Si l'on devait appliquer une Redevance d'Enlèvement des Ordures Ménagères (REOM) basée sur le coût réel pour atteindre l'équilibre budgétaire sans subvention :
- Pour un ménage dakarois moyen (environ 8 à 10 personnes), produisant environ 200 kg de déchets par mois.
- Le coût de revient mensuel par ménage se situerait entre 2 500 et 4 000 FCFA.
- Ce montant dépasse largement la capacité contributive de nombreux ménages en zone périurbaine, où le seuil psychologique et économique se situe souvent sous la barre des 1 500 FCFA/mois.
Il devient donc impératif de dissocier la fiscalité de la seule "valeur locative" pour aller vers un modèle hybride incluant une part de responsabilité élargie des producteurs et une modernisation du recouvrement.
Analyse critique de la TEOM au Sénégal
La gestion fiscale des déchets au Sénégal souffre de trois maux principaux qui rendent le système actuel inopérant :
L'incohérence de l'assiette fiscale (Valeur locative vs service rendu)
La TEOM est un impôt foncier additionnel et non une redevance pour service rendu.
- Le paradoxe : Un propriétaire d'une villa de luxe aux Almadies inoccupée ou produisant peu de déchets paiera une TEOM très élevée (car basée sur la valeur locative), tandis qu'une concession à Pikine abritant 40 personnes (gros producteurs de déchets) paiera une TEOM dérisoire, voire nulle du fait de l'absence de titre foncier ou de recensement cadastral.
- Conséquence : Il n'y a aucun lien entre le volume de déchets produits et le montant payé (absence du principe "pollueur-payeur").
L'absence de corrélation budgétaire
Les recettes de la TEOM sont recouvrées par le Trésor et reversées aux Collectivités Territoriales.
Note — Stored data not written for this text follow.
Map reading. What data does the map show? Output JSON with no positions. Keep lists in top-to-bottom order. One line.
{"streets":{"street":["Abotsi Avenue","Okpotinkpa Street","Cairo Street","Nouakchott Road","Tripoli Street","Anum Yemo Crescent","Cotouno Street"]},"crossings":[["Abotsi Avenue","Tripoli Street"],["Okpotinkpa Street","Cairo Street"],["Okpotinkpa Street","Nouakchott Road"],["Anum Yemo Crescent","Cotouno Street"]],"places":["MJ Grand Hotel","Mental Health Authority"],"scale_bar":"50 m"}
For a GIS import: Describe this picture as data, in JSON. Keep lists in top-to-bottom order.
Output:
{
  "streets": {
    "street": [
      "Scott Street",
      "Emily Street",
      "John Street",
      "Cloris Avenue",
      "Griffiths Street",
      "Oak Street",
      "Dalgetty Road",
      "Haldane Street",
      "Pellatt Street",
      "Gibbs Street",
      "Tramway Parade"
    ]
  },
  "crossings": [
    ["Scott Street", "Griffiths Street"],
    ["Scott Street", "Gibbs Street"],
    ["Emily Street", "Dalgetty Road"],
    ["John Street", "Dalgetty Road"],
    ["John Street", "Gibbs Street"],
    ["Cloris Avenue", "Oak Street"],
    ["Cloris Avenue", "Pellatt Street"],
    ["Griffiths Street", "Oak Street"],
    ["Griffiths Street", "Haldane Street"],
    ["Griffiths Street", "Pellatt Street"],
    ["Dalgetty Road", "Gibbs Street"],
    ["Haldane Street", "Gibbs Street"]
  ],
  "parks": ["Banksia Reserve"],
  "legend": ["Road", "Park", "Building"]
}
Or, depuis la création de l'UCG (puis SONAGED), c'est l'État central (via la SONAGED) qui assume la charge opérationnelle et financière du nettoiement.
Les Mairies perçoivent la taxe mais ne paient pas directement le service de collecte massive. Il y a donc une déconnexion entre celui qui perçoit l'impôt (Mairie/Trésor) et celui qui dépense (SONAGED/État).
Propositions d'améliorations de la fiscalité immobilière et des déchets
Pour optimiser le financement du secteur et assainir la fiscalité immobilière au Sénégal, voici des pistes concrètes basées sur l'efficacité économique :
Transition vers la REOM (Redevance d'Enlèvement des Ordures Ménagères)
La redevance est liée au service. Si le service ne passe pas, on ne paie pas. Cela oblige l'opérateur à la performance.
- Solution opérationnelle : Forfaitisation par "niveau de standing" du ménage ou par volume de bac (possible dans les zones résidentielles structurées comme Mermoz, Fann, ou les Cités de la SIPRES).
Réforme de la valeur locative et cadastre numérique
La mère des batailles reste la modernisation du cadastre. (Voir notre article sur le Big Bang Immobilier )
- Les actions à mener : Utiliser les drones et l'IA (déjà testés par le PROCASEF) pour mettre à jour les valeurs locatives cadastrales qui sont souvent obsolètes.
- Impact : Élargir l'assiette fiscale plutôt que d'augmenter les taux. Beaucoup d'immeubles R+n' à Dakar sont encore taxés comme des terrains nus ou des villas simples.
Incitation fiscale pour les copropriétés vertes
Créer un abattement de TEOM/CFPB (Contribution Foncière des Propriétés Bâties) pour les immeubles ou copropriétés qui installent un système de tri sélectif certifié, réduisant ainsi leur volume de déchets sortants. Cela encourage la gestion à la source et réduit la charge pour la SONAGED.